Entries shown.
*** Begin section ***

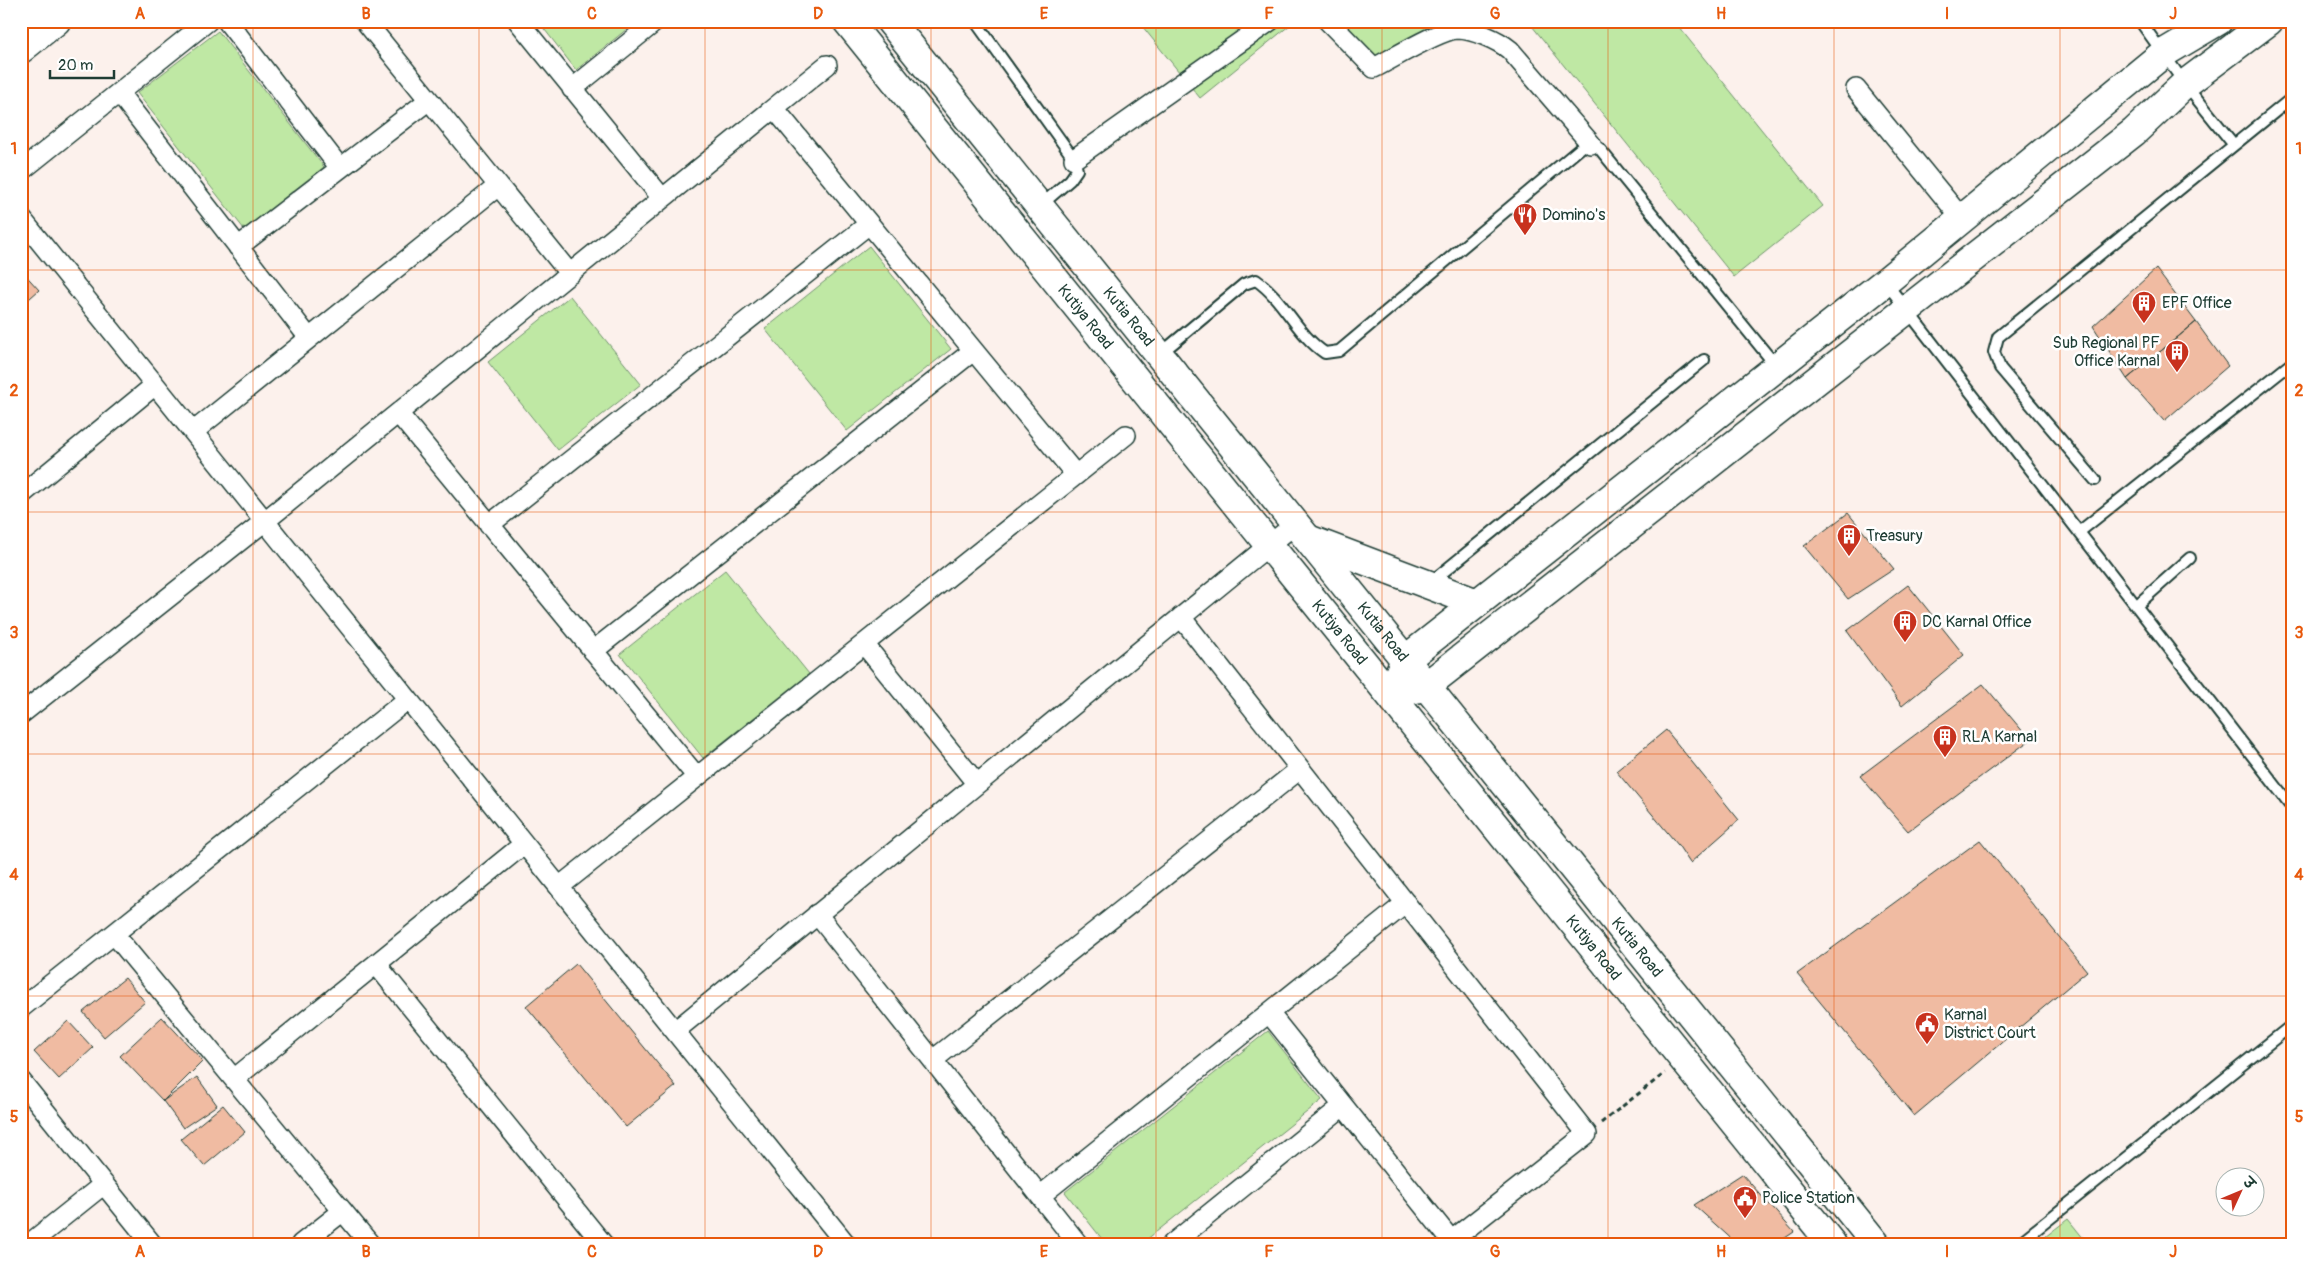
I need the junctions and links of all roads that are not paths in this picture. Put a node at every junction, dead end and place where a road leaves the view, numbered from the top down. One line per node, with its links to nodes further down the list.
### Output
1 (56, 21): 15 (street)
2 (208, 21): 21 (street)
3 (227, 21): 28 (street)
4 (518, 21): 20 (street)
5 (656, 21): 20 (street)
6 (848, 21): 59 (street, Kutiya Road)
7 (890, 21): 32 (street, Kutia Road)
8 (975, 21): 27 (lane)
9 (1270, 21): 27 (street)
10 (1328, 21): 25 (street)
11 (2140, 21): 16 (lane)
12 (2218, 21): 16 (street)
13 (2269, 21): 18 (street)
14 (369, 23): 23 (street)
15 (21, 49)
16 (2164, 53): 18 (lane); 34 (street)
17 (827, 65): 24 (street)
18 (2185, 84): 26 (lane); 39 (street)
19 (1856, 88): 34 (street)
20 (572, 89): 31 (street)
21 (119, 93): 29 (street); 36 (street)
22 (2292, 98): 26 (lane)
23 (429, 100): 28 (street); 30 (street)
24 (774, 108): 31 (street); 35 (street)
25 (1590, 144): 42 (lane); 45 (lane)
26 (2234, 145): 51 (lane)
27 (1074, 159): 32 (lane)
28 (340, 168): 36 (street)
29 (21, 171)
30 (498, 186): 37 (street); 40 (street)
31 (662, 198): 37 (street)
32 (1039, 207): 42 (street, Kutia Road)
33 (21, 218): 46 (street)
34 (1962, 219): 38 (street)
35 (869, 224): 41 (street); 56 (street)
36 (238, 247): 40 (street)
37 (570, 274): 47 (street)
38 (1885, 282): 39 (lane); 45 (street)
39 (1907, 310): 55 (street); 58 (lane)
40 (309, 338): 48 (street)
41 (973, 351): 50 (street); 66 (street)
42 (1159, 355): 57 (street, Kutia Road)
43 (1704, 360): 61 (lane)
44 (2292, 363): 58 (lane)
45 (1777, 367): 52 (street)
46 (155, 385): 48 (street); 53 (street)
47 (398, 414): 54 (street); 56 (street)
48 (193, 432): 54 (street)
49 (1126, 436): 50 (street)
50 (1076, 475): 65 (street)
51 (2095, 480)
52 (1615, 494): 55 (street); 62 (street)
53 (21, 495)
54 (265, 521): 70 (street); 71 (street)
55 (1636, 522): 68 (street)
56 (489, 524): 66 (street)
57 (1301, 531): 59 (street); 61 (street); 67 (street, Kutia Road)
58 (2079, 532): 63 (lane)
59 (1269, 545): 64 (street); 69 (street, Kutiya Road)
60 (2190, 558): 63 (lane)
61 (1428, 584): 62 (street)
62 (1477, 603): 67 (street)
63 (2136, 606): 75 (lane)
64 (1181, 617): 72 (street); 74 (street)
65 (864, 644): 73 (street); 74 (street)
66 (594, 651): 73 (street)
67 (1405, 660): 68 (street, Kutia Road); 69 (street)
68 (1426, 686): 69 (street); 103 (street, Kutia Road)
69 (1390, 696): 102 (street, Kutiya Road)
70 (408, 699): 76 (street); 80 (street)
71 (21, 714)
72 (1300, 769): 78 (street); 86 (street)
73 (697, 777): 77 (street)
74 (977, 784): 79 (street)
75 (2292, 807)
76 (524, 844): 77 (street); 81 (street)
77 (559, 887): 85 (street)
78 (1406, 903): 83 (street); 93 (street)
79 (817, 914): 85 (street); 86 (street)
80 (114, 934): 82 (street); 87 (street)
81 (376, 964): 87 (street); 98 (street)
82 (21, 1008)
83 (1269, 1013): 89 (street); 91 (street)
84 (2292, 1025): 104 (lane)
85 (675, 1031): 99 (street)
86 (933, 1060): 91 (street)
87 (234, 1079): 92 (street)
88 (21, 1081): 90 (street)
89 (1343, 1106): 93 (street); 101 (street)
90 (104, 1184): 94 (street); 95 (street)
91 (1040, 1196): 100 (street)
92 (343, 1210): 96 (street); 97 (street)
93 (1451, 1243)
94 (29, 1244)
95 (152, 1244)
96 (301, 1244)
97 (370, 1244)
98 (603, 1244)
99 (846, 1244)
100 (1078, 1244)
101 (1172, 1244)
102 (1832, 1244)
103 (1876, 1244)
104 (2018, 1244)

*** End section ***
*** Begin section ***

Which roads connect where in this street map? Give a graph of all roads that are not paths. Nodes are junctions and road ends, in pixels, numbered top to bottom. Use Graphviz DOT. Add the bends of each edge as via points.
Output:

*** End section ***
*** Begin section ***

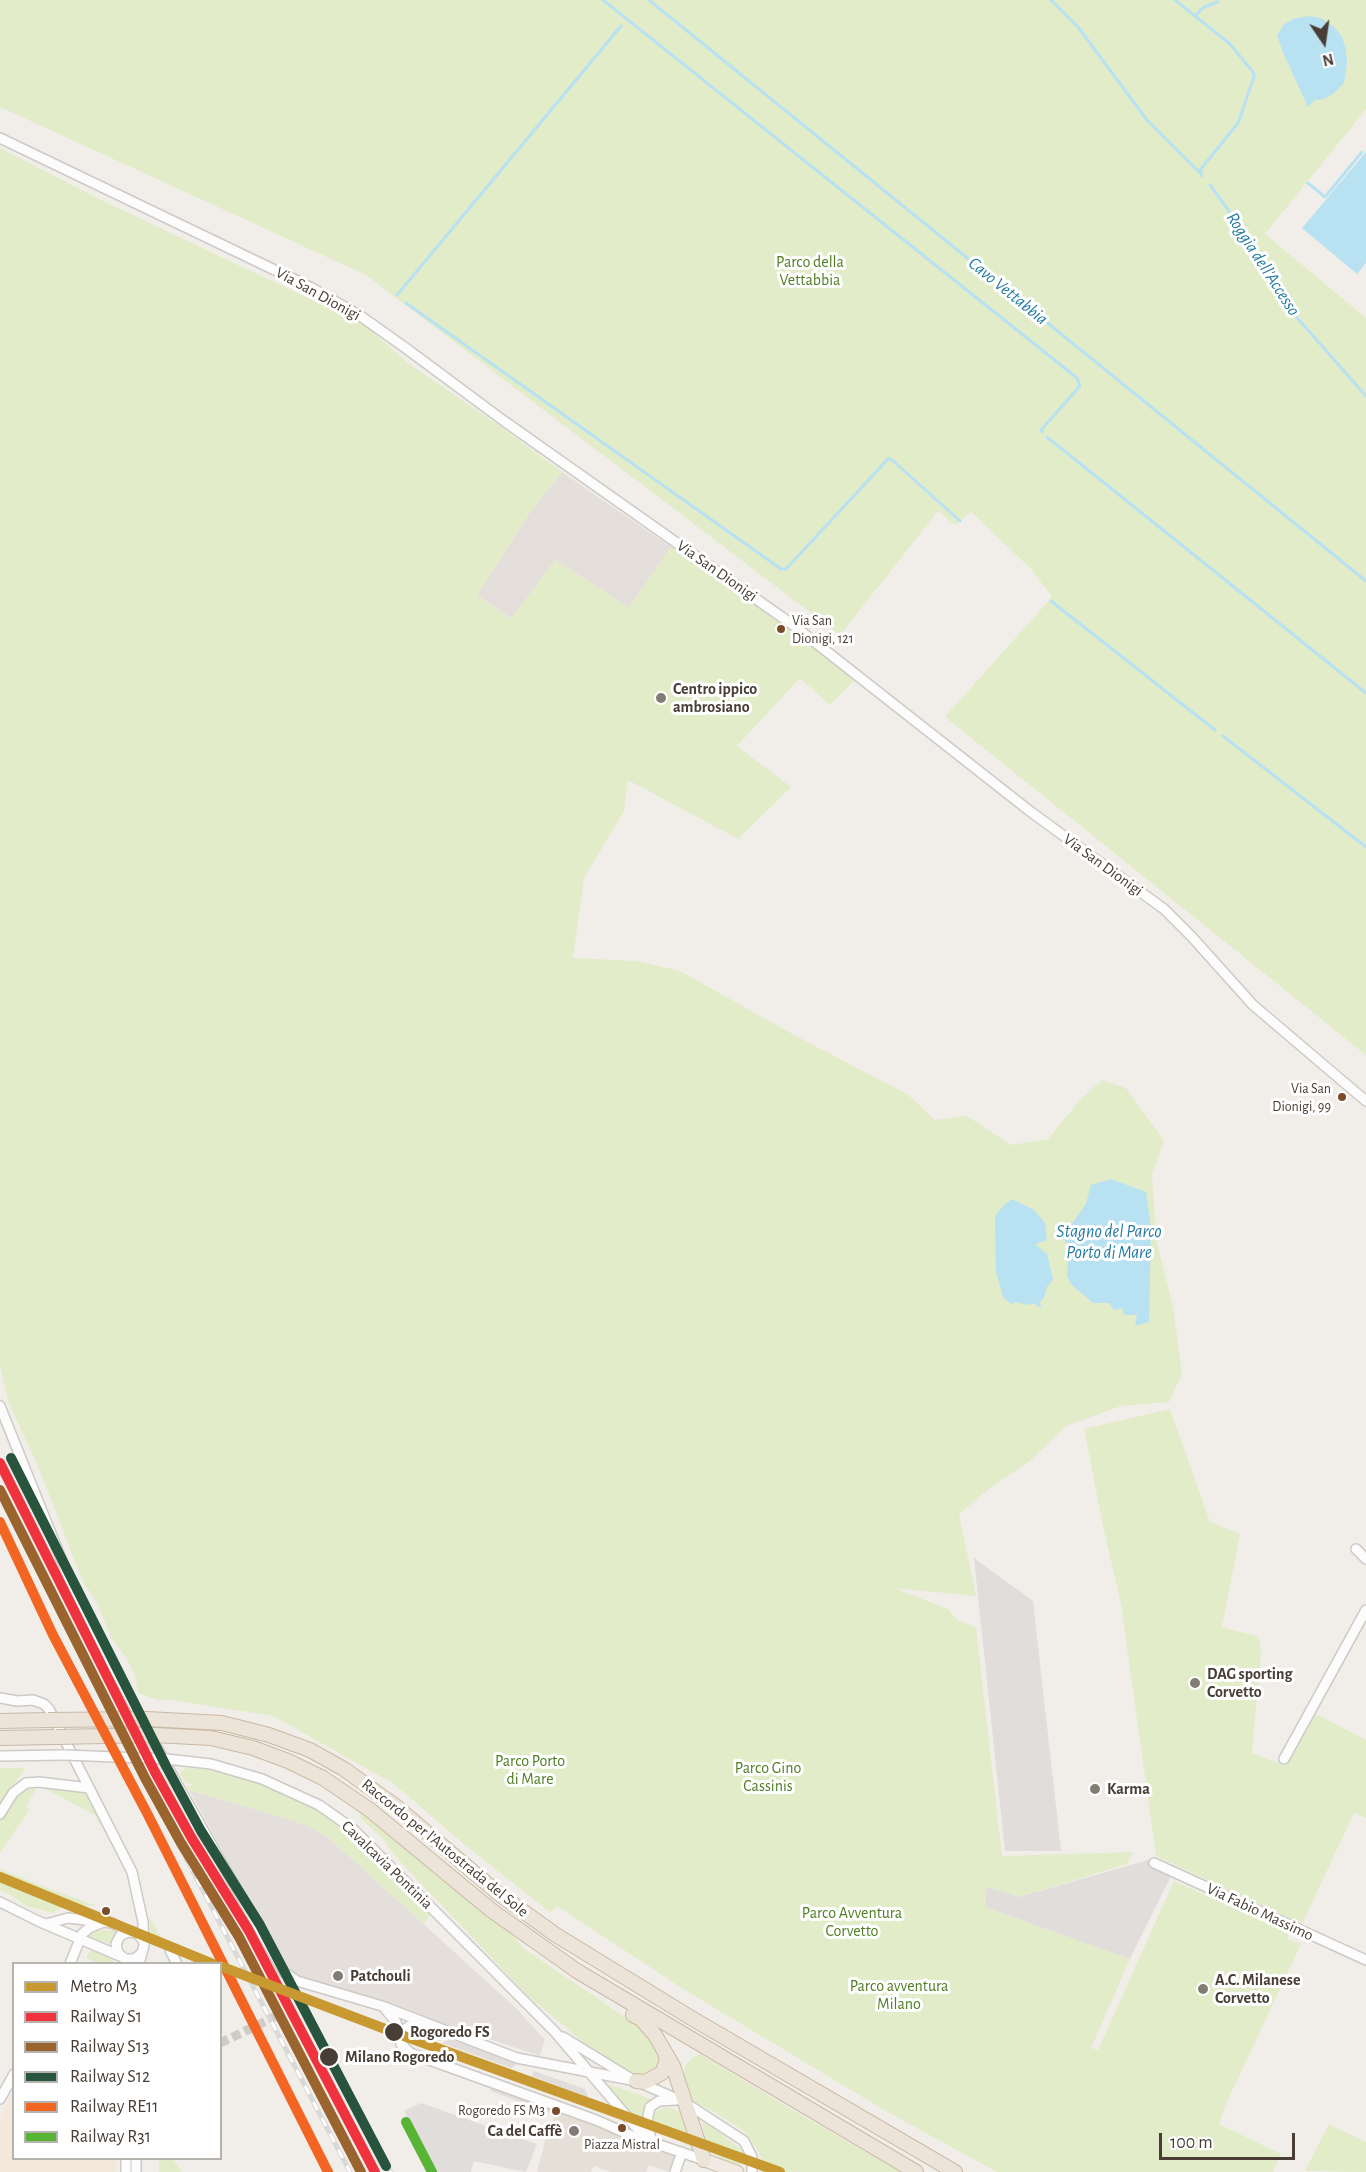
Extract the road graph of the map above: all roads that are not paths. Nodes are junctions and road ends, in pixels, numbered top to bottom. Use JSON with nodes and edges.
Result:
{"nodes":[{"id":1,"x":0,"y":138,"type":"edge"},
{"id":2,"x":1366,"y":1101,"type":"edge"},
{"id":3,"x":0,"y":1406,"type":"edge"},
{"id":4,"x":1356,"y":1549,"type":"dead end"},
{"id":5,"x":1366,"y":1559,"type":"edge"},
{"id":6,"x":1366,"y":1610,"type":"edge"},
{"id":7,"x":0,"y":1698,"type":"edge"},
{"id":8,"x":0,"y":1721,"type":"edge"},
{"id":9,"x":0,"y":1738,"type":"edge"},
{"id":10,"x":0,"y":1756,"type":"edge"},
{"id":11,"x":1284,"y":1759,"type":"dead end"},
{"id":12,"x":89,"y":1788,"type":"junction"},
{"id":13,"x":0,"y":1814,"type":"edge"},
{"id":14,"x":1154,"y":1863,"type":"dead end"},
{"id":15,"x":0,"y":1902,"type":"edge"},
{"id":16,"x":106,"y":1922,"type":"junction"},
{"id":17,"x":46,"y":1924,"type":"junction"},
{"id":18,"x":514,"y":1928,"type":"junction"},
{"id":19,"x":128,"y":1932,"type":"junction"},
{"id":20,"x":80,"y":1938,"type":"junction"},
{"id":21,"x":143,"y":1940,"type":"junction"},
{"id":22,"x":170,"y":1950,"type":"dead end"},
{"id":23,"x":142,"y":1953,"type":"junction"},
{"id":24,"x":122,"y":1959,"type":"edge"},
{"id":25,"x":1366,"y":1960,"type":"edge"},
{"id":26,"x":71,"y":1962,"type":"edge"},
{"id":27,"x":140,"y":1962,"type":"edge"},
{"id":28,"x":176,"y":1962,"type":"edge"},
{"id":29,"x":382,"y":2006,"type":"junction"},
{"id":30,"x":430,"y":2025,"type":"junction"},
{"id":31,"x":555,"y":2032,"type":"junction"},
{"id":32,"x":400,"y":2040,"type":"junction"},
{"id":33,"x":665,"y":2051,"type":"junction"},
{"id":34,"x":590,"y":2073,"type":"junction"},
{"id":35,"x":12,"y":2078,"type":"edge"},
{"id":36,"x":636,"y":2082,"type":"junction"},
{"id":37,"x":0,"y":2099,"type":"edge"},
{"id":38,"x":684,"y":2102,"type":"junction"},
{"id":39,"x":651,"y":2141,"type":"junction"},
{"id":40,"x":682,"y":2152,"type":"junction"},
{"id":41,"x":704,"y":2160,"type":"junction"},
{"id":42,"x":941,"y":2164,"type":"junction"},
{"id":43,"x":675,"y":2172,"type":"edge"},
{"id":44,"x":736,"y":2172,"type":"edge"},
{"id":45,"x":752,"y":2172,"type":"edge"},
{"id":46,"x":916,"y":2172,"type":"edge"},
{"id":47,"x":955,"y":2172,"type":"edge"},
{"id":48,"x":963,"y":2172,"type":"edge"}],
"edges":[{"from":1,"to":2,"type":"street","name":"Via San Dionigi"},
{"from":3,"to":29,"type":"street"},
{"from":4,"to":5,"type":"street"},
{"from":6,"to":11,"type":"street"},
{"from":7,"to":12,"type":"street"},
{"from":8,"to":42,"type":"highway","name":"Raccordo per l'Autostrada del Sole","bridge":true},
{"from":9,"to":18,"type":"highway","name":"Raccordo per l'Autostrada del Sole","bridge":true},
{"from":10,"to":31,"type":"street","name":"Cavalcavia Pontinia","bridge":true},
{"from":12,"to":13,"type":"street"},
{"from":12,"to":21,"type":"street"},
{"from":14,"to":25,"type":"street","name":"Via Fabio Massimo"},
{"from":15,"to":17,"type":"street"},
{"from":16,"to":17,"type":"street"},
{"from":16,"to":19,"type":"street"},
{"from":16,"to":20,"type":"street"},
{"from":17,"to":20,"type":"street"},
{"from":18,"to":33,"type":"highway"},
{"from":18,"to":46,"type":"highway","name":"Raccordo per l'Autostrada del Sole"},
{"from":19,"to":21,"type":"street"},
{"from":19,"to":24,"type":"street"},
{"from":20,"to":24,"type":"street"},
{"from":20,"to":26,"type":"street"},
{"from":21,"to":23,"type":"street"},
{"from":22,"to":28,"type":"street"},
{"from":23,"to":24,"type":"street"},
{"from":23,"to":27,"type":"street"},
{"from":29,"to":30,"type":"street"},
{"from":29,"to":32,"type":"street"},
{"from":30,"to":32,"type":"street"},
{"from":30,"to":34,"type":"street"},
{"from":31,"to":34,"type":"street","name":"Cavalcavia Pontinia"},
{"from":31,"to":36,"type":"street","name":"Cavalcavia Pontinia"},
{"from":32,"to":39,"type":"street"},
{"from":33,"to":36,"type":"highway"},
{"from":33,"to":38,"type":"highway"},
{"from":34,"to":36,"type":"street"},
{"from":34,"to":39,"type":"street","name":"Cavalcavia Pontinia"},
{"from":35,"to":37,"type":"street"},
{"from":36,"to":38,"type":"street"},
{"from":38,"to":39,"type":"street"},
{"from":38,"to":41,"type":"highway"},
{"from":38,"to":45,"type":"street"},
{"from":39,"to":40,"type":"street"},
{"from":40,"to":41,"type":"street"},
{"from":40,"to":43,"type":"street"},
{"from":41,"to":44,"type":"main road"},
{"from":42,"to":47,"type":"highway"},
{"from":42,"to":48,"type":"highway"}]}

*** End section ***

Problem to work on. From the listing above, collect each line in which the string "pixels" appears.

Written response.
Which roads connect where in this street map? Give a graph of all roads that are not paths. Nodes are junctions and road ends, in pixels, numbered top to bottom. Use Graphviz DOT. Add the bends of each edge as via points.
Extract the road graph of the map above: all roads that are not paths. Nodes are junctions and road ends, in pixels, numbered top to bottom. Use JSON with nodes and edges.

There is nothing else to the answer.